Diagnostic impact and reproducibility of p53 immunohistochemistry in Barrett's oesophagus: results of the Dutch Esophageal Pathology Panel (
DEPP
)
Ylva A. Weeda, Sarah M. Issa, Hans Halfwerk, Michel Botros, Onno J. de Boer, Lodewijk A. Brosens, Michail Doukas, Gursah Kats‐Ugurlu, Fiebo ten Kate, Jaap van der Laan, Ineke van Lijnschoten, Ariadne H. A. G. Ooms, Lindsey Oudijk, Rachel S. van der Post, Mihaela G. Raicu, Bert Timmer, Myrtle J. van der Wel, Sybren L. Meijer Introduction
Evidence supporting the use of p53 immunohistochemistry (p53‐IHC) in Barrett's oesophagus (BE) is largely based on selected series, limiting generalizability.

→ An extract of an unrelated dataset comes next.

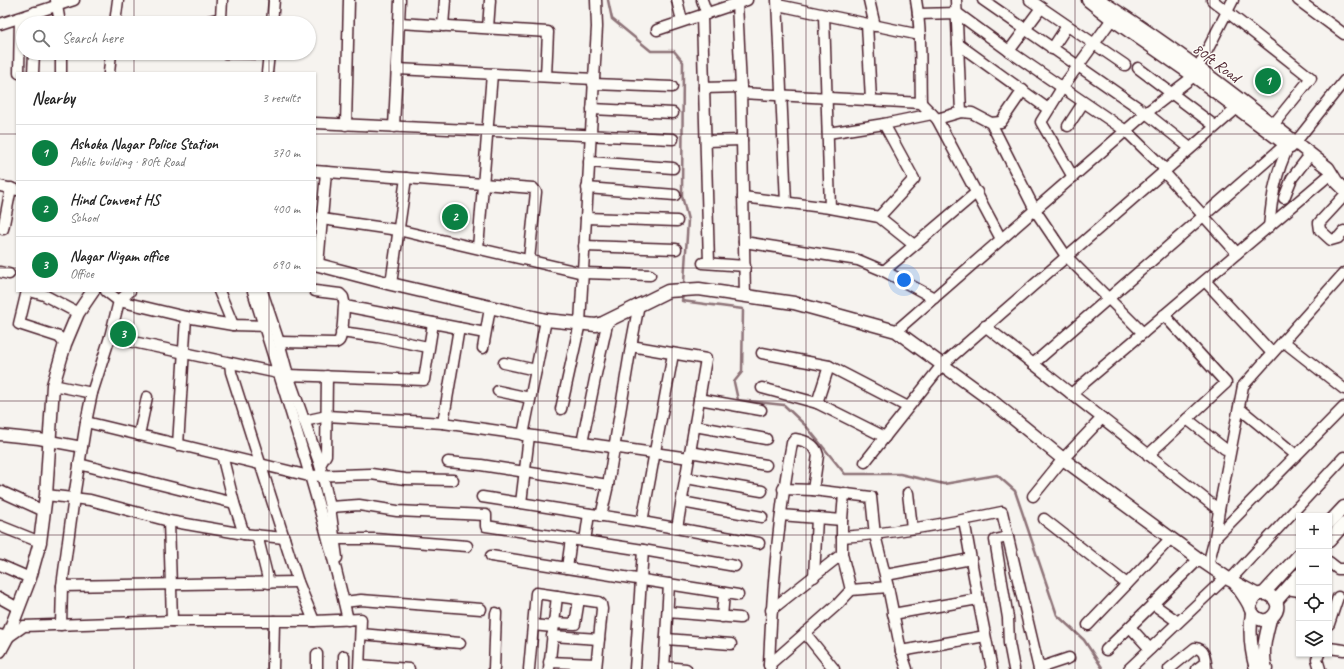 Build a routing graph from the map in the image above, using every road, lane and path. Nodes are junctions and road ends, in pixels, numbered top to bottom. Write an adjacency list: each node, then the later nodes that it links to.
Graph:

This study evaluates p53‐IHC in a nationwide, real‐world BE‐cohort within a universal healthcare system, assessing concordance with referring hospitals, interobserver agreement (IOA) and its impact on routine diagnostic decisions.
Methods
Revision cases submitted to the Dutch Esophageal Pathology Panel (DEPP) were assessed by trained and experienced pathologists for haematoxylin and eosin (H&E)‐based classification (Vienna classification), p53‐IHC patterns (wild‐type, overexpression, double clone, null mutation and equivocal) and combined H&E/p53‐IHC review. Concordance between referring hospitals and the expert panel (Cohen's kappa) and IOA among panel pathologists (Fleiss' kappa) were assessed, along with the impact of p53‐IHC on diagnostic reclassification.
Results
A total of 1,146 consecutive patient consultation cases (1,704 biopsy levels) were included, with a median of 12 DEPP pathologist assessments per biopsy. Overall concordance of p53 assessment between referring hospitals and the expert panel was moderate‐to‐substantial ( κ = 0.61, 95% CI 0.58–0.64), with 24.2% of p53‐IHC assessments reclassified. IOA among 13 pathologists assessing 316 endoscopic biopsies was substantial ( κ = 0.65, 95% CI 0.61–0.69). Ancillary p53‐IHC influenced pathologists' decisions across biopsy levels. For non‐dysplastic (NDBE) biopsies, aberrant p53‐IHC prompted reclassification to indefinite for dysplasia (IND, 9.2%) or low‐grade dysplasia (LGD, 4.8%). For IND biopsies, p53‐IHC shifted diagnoses toward NDBE (17.0%) or LGD (37.1%).
Conclusion/discussion
p53‐IHC interpretation is reliable, reproducible and clinically meaningful in BE diagnostics when standardized criteria are applied. These findings support broader use of p53‐IHC in routine practice and incorporation of assessment criteria into guidelines.